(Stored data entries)

***

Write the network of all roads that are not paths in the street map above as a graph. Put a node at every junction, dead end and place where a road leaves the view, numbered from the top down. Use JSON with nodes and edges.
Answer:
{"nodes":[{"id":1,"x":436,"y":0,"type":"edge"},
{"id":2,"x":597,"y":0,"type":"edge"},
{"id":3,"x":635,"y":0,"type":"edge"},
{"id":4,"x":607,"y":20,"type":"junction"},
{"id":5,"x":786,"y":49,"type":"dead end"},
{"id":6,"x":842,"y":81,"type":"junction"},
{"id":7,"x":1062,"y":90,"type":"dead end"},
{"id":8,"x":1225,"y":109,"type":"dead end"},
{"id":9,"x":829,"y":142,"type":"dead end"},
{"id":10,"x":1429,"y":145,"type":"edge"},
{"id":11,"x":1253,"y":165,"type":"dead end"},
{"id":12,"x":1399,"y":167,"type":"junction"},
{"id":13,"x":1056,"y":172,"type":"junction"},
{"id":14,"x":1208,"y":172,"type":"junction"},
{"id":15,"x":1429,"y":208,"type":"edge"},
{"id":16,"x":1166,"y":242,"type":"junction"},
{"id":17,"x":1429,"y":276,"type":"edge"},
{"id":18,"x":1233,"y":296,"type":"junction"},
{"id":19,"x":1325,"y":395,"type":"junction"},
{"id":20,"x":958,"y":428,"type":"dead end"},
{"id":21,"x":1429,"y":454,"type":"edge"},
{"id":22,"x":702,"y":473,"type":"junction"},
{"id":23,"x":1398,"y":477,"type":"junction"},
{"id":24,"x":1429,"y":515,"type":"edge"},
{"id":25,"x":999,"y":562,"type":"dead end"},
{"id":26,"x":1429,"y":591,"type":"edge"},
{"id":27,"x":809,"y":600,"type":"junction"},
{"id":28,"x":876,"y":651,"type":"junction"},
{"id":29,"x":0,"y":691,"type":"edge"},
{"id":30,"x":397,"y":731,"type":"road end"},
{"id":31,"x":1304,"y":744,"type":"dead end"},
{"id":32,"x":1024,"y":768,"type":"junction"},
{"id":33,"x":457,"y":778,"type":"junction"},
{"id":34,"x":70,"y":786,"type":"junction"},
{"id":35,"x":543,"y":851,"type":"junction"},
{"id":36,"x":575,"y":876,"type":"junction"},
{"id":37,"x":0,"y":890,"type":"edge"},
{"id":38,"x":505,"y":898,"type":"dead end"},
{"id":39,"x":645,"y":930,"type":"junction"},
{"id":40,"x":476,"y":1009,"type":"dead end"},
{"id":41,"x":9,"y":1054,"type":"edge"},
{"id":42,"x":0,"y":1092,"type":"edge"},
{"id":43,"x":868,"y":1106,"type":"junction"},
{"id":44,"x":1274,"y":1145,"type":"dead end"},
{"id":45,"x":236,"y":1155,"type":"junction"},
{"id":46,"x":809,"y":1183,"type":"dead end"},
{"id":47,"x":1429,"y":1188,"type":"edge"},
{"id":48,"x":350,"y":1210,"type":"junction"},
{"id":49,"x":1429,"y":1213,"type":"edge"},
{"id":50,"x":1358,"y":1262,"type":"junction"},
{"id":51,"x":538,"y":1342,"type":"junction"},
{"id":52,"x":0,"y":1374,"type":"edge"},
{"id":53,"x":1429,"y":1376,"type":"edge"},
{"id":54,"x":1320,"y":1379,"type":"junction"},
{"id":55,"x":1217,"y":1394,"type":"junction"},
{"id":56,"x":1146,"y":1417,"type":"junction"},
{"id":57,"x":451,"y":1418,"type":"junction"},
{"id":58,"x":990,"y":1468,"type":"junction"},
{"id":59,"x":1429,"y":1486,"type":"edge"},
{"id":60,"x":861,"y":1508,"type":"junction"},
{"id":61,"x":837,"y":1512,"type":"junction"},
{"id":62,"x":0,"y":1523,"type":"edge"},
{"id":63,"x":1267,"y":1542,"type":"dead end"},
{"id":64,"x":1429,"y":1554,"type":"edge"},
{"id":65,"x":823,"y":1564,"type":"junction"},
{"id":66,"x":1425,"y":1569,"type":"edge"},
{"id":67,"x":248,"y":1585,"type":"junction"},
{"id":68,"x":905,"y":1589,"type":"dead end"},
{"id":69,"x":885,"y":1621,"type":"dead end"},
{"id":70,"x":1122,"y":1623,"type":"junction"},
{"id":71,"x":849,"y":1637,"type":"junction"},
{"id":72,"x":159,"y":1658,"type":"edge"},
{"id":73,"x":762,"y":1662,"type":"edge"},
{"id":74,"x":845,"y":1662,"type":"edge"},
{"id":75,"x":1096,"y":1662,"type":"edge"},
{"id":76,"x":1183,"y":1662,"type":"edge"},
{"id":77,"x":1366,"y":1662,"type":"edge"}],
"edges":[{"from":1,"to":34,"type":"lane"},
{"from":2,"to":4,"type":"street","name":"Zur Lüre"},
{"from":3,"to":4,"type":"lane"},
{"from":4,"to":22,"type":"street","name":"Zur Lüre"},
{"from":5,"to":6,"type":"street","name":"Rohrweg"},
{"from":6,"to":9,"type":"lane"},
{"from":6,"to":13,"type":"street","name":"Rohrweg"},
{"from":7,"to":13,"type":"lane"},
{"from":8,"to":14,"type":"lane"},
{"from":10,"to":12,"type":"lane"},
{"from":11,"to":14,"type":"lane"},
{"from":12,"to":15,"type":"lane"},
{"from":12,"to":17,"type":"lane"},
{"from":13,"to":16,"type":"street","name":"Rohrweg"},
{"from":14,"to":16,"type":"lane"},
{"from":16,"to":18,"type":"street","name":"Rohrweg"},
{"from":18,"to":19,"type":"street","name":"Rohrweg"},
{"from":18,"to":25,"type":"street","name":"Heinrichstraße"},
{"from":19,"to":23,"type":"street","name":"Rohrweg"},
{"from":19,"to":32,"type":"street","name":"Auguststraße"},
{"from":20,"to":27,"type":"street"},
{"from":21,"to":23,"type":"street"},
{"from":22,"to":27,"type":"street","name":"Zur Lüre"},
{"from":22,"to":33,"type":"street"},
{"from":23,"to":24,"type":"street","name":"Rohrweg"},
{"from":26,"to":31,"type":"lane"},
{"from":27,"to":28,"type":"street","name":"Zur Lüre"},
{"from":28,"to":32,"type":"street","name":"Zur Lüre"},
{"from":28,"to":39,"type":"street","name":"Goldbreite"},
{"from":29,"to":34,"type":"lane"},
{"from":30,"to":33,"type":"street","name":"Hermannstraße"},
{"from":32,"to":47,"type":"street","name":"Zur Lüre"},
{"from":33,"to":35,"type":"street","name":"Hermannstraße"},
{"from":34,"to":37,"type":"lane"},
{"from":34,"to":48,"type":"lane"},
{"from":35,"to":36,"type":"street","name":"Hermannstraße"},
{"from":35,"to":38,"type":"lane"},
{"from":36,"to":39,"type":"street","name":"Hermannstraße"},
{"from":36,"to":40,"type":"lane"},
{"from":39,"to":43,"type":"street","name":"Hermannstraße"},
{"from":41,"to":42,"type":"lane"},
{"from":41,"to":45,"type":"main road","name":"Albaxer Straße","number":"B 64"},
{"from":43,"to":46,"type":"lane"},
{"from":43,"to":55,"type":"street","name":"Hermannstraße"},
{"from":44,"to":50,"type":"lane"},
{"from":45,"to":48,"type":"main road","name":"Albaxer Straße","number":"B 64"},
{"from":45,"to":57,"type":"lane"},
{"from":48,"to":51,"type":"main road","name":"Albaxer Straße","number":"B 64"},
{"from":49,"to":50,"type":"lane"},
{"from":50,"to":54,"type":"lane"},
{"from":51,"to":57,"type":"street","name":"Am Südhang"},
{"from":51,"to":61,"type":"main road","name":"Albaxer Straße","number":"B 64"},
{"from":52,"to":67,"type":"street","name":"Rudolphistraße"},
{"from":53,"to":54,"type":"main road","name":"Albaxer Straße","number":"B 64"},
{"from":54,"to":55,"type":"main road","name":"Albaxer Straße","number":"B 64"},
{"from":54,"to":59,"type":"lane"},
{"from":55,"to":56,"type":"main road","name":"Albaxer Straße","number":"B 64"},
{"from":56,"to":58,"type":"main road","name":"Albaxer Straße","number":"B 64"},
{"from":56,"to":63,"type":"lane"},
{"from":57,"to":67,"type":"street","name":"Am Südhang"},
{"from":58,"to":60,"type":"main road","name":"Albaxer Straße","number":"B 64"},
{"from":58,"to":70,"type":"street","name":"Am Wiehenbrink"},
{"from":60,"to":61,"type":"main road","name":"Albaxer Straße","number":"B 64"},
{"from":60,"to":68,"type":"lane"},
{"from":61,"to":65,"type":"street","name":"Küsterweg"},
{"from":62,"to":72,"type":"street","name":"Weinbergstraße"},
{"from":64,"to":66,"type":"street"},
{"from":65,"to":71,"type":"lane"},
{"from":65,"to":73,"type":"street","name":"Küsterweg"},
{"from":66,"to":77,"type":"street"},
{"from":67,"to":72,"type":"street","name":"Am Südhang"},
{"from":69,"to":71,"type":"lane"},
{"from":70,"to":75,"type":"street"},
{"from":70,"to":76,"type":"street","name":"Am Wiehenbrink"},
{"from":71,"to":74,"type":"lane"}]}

***

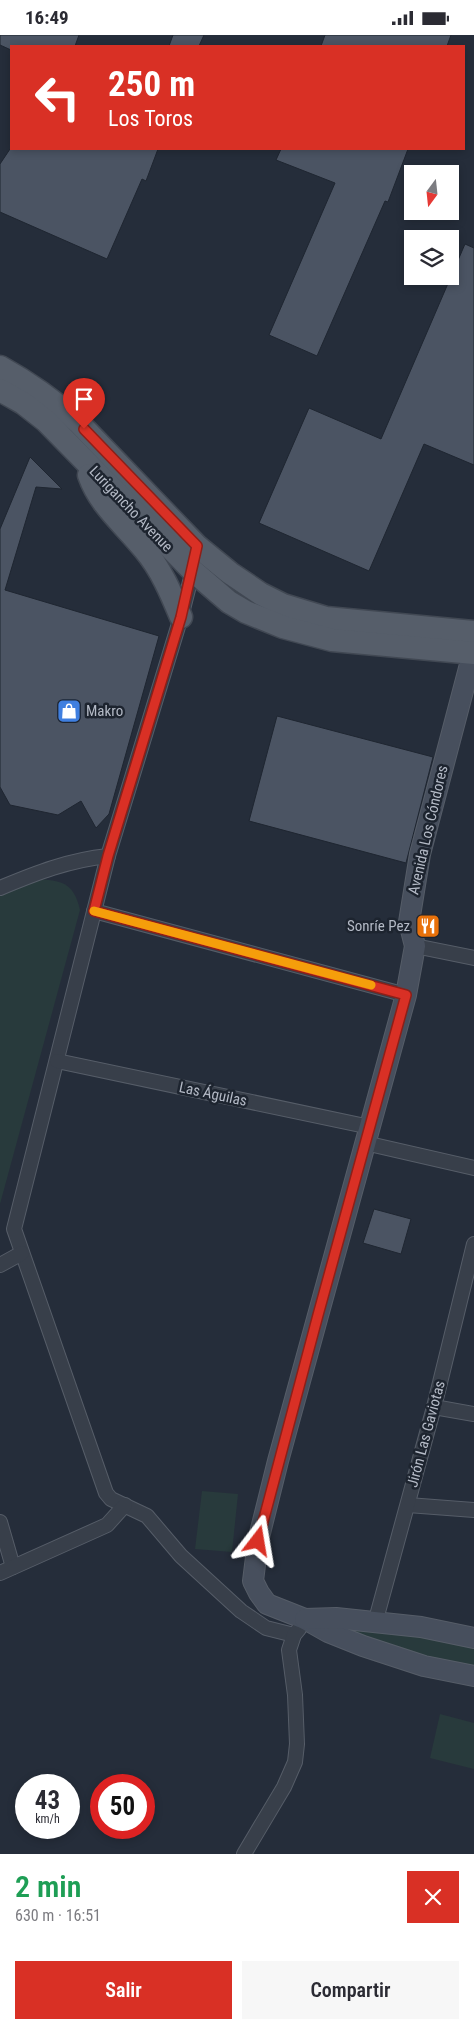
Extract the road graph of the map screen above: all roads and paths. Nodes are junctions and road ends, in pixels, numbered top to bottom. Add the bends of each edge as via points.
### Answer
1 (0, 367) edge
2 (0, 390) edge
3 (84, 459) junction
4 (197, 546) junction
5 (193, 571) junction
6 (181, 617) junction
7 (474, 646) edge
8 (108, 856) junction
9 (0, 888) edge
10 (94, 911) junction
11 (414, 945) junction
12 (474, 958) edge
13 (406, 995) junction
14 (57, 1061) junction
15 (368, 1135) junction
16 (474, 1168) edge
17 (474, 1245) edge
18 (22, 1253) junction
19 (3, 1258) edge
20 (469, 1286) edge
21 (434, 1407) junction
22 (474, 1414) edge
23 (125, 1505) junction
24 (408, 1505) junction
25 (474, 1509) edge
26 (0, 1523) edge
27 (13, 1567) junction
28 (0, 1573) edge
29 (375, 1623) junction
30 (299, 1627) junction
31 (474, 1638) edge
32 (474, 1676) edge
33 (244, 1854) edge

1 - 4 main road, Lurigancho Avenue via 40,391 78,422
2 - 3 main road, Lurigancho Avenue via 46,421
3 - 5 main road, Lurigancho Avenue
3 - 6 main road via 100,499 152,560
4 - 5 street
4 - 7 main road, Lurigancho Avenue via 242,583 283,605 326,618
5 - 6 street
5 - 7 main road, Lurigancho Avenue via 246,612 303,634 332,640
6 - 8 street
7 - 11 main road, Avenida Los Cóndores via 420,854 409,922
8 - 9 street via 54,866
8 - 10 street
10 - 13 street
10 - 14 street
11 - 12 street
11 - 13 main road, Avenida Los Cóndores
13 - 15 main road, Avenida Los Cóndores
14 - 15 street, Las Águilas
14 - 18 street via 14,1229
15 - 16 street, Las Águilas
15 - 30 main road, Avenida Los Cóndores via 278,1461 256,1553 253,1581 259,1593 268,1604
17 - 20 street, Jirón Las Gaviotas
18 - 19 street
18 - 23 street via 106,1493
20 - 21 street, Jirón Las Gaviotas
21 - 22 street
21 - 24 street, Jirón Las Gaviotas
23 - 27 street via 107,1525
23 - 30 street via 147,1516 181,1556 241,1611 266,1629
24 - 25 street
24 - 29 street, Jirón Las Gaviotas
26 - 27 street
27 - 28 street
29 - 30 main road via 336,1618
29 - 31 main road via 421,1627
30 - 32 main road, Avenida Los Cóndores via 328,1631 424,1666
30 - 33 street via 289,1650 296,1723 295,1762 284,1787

***

Problem to work on: Given the word "Küsterweg", show every line of the records that contains it.

Written answer:
{"from":61,"to":65,"type":"street","name":"Küsterweg"},
{"from":65,"to":73,"type":"street","name":"Küsterweg"},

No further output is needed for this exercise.